PROBLEM REQUIREMENTS:
A verbatim copy of every entry is required. Produce it now.

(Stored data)
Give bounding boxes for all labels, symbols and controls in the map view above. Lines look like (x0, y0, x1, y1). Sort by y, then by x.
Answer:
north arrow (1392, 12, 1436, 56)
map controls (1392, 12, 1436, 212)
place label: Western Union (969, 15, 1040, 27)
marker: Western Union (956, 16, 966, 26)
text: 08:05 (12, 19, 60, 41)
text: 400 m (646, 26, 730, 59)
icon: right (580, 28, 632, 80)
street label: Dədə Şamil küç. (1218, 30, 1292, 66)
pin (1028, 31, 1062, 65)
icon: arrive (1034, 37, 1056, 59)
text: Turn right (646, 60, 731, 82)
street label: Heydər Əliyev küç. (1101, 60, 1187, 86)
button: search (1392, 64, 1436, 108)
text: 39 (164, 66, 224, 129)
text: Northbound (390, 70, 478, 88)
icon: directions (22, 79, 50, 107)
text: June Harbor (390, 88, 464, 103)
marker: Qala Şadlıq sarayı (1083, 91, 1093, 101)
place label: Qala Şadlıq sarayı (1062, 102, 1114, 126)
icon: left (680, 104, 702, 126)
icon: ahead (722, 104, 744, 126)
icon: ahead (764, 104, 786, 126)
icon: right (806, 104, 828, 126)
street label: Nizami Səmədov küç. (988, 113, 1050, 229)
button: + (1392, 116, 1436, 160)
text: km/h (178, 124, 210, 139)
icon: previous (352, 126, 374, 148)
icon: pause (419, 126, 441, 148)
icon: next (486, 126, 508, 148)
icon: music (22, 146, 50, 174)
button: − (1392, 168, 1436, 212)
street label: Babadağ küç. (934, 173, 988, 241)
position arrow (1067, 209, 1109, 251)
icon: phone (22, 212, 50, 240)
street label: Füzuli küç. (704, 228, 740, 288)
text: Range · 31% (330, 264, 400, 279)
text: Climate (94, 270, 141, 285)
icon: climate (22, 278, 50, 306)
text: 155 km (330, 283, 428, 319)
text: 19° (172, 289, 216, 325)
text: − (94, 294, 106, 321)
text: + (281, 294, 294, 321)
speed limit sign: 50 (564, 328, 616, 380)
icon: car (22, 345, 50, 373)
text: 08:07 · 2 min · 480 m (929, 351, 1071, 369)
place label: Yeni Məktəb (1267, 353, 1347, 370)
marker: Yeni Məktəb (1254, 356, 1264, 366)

RESPONSE BOX:
Give bounding boxes for all labels, symbols and controls in the map view above. Lines look like (x0, y0, x1, y1). Sort by y, then by x.
Answer:
north arrow (1392, 12, 1436, 56)
map controls (1392, 12, 1436, 212)
place label: Western Union (969, 15, 1040, 27)
marker: Western Union (956, 16, 966, 26)
text: 08:05 (12, 19, 60, 41)
text: 400 m (646, 26, 730, 59)
icon: right (580, 28, 632, 80)
street label: Dədə Şamil küç. (1218, 30, 1292, 66)
pin (1028, 31, 1062, 65)
icon: arrive (1034, 37, 1056, 59)
text: Turn right (646, 60, 731, 82)
street label: Heydər Əliyev küç. (1101, 60, 1187, 86)
button: search (1392, 64, 1436, 108)
text: 39 (164, 66, 224, 129)
text: Northbound (390, 70, 478, 88)
icon: directions (22, 79, 50, 107)
text: June Harbor (390, 88, 464, 103)
marker: Qala Şadlıq sarayı (1083, 91, 1093, 101)
place label: Qala Şadlıq sarayı (1062, 102, 1114, 126)
icon: left (680, 104, 702, 126)
icon: ahead (722, 104, 744, 126)
icon: ahead (764, 104, 786, 126)
icon: right (806, 104, 828, 126)
street label: Nizami Səmədov küç. (988, 113, 1050, 229)
button: + (1392, 116, 1436, 160)
text: km/h (178, 124, 210, 139)
icon: previous (352, 126, 374, 148)
icon: pause (419, 126, 441, 148)
icon: next (486, 126, 508, 148)
icon: music (22, 146, 50, 174)
button: − (1392, 168, 1436, 212)
street label: Babadağ küç. (934, 173, 988, 241)
position arrow (1067, 209, 1109, 251)
icon: phone (22, 212, 50, 240)
street label: Füzuli küç. (704, 228, 740, 288)
text: Range · 31% (330, 264, 400, 279)
text: Climate (94, 270, 141, 285)
icon: climate (22, 278, 50, 306)
text: 155 km (330, 283, 428, 319)
text: 19° (172, 289, 216, 325)
text: − (94, 294, 106, 321)
text: + (281, 294, 294, 321)
speed limit sign: 50 (564, 328, 616, 380)
icon: car (22, 345, 50, 373)
text: 08:07 · 2 min · 480 m (929, 351, 1071, 369)
place label: Yeni Məktəb (1267, 353, 1347, 370)
marker: Yeni Məktəb (1254, 356, 1264, 366)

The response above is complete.